▸ **Task objective**
The required output is all lines below that contain the word "Cypress".

▸ **Supplied records**
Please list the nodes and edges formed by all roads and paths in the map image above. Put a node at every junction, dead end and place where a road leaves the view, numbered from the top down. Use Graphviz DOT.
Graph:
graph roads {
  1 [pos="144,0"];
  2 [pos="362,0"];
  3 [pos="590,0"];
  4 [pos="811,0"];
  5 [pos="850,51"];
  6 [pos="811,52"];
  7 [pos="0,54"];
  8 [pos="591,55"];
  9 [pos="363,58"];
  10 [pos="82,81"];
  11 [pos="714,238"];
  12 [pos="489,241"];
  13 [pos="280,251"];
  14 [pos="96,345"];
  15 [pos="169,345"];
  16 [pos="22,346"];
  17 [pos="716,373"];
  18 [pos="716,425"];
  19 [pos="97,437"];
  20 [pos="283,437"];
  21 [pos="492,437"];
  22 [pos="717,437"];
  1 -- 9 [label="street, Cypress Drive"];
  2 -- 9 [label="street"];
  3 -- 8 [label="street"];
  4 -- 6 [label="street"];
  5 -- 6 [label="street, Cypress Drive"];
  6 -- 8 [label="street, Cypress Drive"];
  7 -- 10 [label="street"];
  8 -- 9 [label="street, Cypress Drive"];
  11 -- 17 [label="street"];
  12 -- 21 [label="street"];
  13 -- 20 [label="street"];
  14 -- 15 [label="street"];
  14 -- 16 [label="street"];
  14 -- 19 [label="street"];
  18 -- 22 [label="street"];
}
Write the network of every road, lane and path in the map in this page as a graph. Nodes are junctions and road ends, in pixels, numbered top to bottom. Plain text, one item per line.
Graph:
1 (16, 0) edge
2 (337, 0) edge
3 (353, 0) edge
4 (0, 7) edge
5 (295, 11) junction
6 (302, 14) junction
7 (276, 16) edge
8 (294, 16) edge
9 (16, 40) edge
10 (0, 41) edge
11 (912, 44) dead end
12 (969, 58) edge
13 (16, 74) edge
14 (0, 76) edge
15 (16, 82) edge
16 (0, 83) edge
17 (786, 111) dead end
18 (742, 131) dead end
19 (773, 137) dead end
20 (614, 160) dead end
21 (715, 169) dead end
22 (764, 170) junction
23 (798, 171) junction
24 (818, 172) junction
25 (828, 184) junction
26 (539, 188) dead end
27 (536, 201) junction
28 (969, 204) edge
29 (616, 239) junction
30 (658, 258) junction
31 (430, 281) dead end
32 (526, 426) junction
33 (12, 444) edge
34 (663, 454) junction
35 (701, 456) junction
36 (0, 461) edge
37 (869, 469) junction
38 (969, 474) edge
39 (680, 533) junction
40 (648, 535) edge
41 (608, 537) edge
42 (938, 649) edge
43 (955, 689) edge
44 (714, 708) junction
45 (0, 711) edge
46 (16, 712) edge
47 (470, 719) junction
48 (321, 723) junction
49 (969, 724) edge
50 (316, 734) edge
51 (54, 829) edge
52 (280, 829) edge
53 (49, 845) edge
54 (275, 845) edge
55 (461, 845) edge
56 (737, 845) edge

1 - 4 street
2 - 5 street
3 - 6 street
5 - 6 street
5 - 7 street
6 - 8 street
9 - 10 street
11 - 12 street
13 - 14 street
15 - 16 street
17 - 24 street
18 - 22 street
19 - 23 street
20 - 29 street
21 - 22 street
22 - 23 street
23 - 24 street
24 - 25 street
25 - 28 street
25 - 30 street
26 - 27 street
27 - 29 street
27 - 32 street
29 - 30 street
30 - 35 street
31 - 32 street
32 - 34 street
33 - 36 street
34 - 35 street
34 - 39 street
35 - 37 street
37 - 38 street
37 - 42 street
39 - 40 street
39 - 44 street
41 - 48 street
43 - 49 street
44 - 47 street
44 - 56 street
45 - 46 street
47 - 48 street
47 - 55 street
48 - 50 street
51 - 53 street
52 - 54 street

▸ **Finished exercise**
  1 -- 9 [label="street, Cypress Drive"];
  5 -- 6 [label="street, Cypress Drive"];
  6 -- 8 [label="street, Cypress Drive"];
  8 -- 9 [label="street, Cypress Drive"];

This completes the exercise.